Plancich worked for UPS as an on-road supervisor.  Id.  He asserted in his complaint that he worked more than eight hours a day and more than 40 hours a week.  Id.  He also alleged that UPS misclassified him as exempt under the executive, administrative, or professional exemptions. Id.  The jury found Plancich was an exempt employee. Id. As to the unfair competition cause of action, the trial court found in favor of UPS. Id. The trial court ordered that UPS recover its costs from Plancich, in an amount to be determined. Id.

After UPS filed its memorandum of costs in the amount of $38,387.20, Plancich filed a motion to strike and tax costs based on Earley v. Superior Court, 79 Cal. App. 4th 1420 (4th Dist. 2000).  Plaintiff argued that in Earley, the appellate court held that, according to Labor Code section 1194, an employer may not recover costs in an employee’s unsuccessful case for overtime compensation. Id. Plancich asserted both that the trial court could not order Plancich to pay UPS’s costs because it was bound by this precedent, and that UPS’s costs were unreasonable. Id.

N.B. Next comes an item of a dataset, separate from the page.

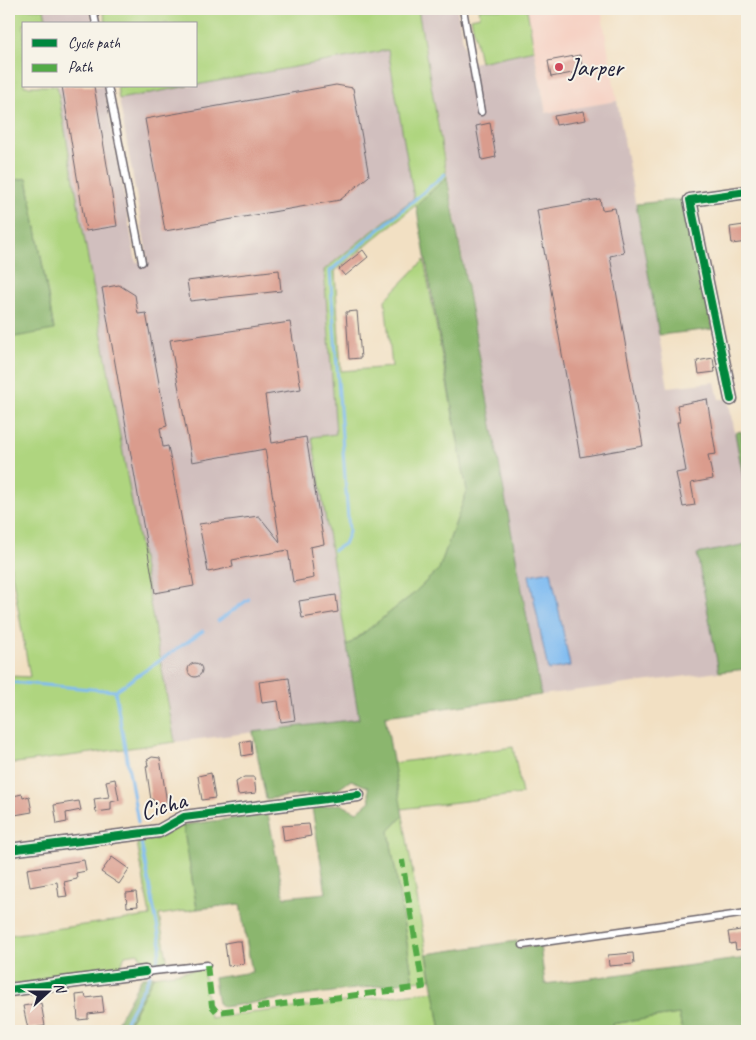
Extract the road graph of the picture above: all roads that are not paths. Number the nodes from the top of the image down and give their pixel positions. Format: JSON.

The trial court agreed that allowing costs in this case would eviscerate the “public policy benefits” of section 1194. Id. *2. Also, because all of Plancich’s claims were statutorily based, the trial court determined that any apportionment of costs would defeat the legislative intent and chill workers who have had their statutory rights violated.  Id. The trial court granted the motion to strike costs in its entirety. Id.

Discussion

Code of Civil Procedure Section 1032

The Fourth District reversed.  The Court agreed with UPS’s assertion that it is entitled to costs pursuant to Code of Civil Procedure § 1032(b), the “prevailing party” cost shifting statute, which provides that “Except as otherwise expressly provided by statute, a prevailing party is entitled as a matter of right to recover costs in any action or proceeding.”  Id. The court cited the California Supreme Court decision in Murillo v. Fleetwood Enterprises, 17 Cal. 4th 985, 991(1998) for the proposition that if a statute is silent regarding costs for a particular party, then the statute does not contain an “express” costs provision for that particular party. The court reasoned that since Labor Code section 1194 does not provide an express exception to the general rule permitting a prevailing party to recover costs under C.C.P. 1032, UPS was entitled to recover its costs.  Id. *3.

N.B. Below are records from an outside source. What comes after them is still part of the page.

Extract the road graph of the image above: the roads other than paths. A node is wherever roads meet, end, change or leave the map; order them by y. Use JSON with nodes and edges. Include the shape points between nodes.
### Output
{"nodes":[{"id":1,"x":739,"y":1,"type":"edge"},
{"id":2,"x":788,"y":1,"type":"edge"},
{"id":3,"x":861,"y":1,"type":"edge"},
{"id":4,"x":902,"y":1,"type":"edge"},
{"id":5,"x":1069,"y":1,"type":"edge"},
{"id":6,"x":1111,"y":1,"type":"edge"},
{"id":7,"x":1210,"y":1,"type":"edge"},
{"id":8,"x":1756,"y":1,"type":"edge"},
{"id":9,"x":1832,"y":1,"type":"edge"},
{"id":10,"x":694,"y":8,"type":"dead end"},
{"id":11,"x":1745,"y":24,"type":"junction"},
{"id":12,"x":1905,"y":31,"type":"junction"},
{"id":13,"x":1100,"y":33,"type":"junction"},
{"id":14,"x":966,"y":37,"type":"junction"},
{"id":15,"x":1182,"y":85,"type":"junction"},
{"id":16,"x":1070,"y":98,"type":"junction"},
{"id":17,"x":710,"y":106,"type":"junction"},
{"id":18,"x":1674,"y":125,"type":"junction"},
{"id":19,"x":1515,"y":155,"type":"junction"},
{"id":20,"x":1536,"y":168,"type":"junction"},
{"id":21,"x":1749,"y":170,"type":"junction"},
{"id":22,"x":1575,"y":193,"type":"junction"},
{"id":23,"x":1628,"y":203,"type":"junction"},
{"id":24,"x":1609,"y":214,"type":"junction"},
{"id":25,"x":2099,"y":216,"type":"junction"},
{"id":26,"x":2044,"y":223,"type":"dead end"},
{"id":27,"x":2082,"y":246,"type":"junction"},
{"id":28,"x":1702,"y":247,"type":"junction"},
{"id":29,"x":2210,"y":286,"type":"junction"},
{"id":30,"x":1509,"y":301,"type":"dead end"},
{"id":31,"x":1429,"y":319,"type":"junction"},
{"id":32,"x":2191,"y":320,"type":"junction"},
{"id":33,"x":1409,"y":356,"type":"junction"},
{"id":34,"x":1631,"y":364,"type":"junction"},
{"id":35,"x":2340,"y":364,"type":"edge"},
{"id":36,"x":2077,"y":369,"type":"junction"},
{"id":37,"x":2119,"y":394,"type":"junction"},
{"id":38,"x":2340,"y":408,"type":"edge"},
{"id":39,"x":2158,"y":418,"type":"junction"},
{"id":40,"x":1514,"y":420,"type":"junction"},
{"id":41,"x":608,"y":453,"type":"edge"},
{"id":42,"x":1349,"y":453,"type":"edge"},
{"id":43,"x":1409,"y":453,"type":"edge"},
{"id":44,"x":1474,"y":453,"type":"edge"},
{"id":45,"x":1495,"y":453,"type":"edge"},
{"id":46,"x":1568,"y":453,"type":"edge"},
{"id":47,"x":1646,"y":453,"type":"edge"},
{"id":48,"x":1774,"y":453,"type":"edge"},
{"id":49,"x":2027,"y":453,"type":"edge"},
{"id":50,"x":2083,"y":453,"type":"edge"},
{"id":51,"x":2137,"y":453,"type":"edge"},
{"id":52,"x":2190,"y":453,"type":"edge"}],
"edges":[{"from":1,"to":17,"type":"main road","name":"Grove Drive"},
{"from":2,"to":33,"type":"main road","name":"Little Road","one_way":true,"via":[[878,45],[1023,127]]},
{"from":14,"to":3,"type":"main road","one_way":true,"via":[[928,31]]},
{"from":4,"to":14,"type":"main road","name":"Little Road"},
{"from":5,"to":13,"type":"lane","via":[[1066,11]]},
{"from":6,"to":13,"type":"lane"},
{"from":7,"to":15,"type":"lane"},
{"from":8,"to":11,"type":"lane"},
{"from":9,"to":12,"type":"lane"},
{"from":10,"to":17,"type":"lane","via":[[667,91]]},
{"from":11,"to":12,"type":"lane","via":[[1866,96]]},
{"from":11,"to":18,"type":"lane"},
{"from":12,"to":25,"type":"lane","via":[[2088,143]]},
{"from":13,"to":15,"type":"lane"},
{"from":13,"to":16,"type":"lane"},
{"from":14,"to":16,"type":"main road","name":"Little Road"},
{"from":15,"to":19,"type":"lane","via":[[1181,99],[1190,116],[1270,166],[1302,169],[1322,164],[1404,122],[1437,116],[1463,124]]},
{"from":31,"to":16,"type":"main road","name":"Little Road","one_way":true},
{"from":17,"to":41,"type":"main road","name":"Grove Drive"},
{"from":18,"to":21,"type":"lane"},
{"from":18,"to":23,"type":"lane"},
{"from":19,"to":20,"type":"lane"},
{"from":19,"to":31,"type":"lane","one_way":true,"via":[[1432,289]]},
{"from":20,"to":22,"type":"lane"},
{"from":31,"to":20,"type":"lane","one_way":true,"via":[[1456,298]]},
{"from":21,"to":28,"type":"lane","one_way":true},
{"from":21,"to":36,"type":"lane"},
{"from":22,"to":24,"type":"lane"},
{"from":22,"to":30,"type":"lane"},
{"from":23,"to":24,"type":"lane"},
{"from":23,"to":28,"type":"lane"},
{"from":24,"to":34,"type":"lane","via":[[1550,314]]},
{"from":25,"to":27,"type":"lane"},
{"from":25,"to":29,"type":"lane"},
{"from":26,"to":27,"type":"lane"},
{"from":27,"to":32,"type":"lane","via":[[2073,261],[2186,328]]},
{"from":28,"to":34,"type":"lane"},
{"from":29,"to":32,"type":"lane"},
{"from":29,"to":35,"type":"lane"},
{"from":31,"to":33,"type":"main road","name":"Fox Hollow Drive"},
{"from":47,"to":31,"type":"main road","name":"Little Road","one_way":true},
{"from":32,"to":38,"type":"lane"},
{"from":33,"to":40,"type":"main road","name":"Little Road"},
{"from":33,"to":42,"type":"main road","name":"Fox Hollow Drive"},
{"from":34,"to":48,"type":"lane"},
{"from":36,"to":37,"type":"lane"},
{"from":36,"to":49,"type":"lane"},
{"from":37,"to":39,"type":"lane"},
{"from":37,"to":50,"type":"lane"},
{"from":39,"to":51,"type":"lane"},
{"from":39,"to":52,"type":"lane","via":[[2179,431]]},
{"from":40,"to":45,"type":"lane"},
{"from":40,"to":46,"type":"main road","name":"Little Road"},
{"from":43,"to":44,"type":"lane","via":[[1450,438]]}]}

Plancich argued that Code of Civil Procedure section 1032 (b) is not applicable to the instant case, and that Labor Code section 218.5 instead governs whether a prevailing party can collect costs in a suit for nonpayment of wages. Id. Without deciding the issue, the court held that UPS should still be awarded its costs under Labor Code section 218.5 as the prevailing party. Id.

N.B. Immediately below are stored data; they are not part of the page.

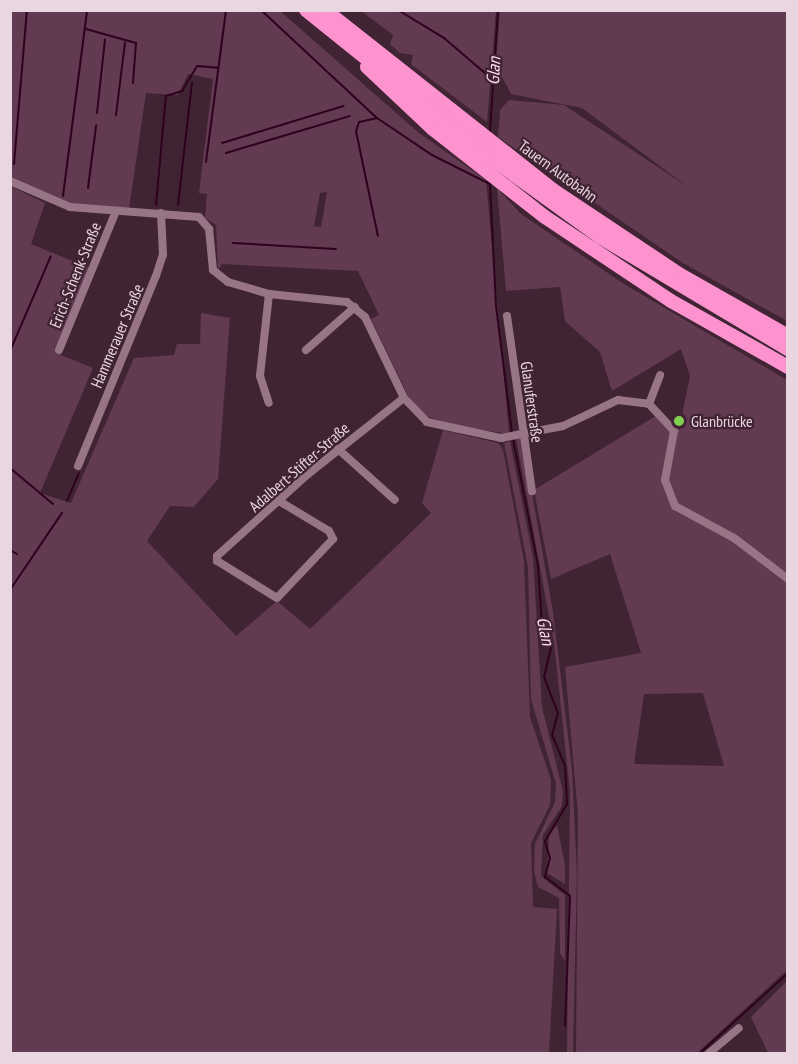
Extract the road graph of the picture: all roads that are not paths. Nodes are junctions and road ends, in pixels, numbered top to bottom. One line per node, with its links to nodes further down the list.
1 (306, 10): 3 (highway)
2 (325, 10): 10 (highway, Tauern Autobahn)
3 (339, 37): 11 (highway); 14 (highway)
4 (10, 181): 5 (street)
5 (116, 211): 6 (street); 12 (street, Erich-Schenk-Straße)
6 (161, 213): 7 (street); 21 (street, Hammerauer Straße)
7 (268, 294): 8 (street); 17 (street)
8 (355, 307): 13 (street); 16 (street)
9 (507, 316): 19 (street, Glanuferstraße)
10 (788, 336)
11 (788, 349)
12 (59, 350)
13 (306, 350)
14 (788, 368)
15 (660, 375): 18 (street)
16 (404, 398): 19 (street); 20 (street, Adalbert-Stifter-Straße)
17 (269, 403)
18 (649, 404): 19 (street); 25 (street)
19 (522, 435): 22 (street, Glanuferstraße)
20 (338, 449): 23 (street); 24 (street, Adalbert-Stifter-Straße)
21 (78, 466)
22 (532, 491)
23 (394, 500)
24 (279, 501): 24 (street, Adalbert-Stifter-Straße)
25 (788, 579)
26 (740, 1028): 27 (street)
27 (708, 1053)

The Court also rejected Plancich’s argument that allowing a prevailing employer to collect costs will have a chilling effect on employees bringing suits for unpaid overtime compensation. Id. *5.

Plancich’s argument about the chilling effect on employee lawsuits cannot be reached by this court, because when the statutory language is unambiguous, as it is in this case, then the plain meaning of the statute governs the outcome. The argument that a possible chilling effect could result from prevailing employers recovering their costs is more properly addressed to the Legislature.

Id. (internal quotation omitted).

Judges and Attorneys

Associate Justice Douglas P. Miller wrote the opinion for the Court, with Associate Justices Betty Ann Richli and Jeffrey King concurring.

Appeal from an order of Judge Ben T. Kayashima of the Superior Court of San Bernardino County.

Paul, Hastings, Janofsky & Walker, Paul Hastings, George W. Abele and Caroline Lee Elkin for Defendant and Appellant.

Furutani & Peters and John A. Furutani for Plaintiff and Respondent.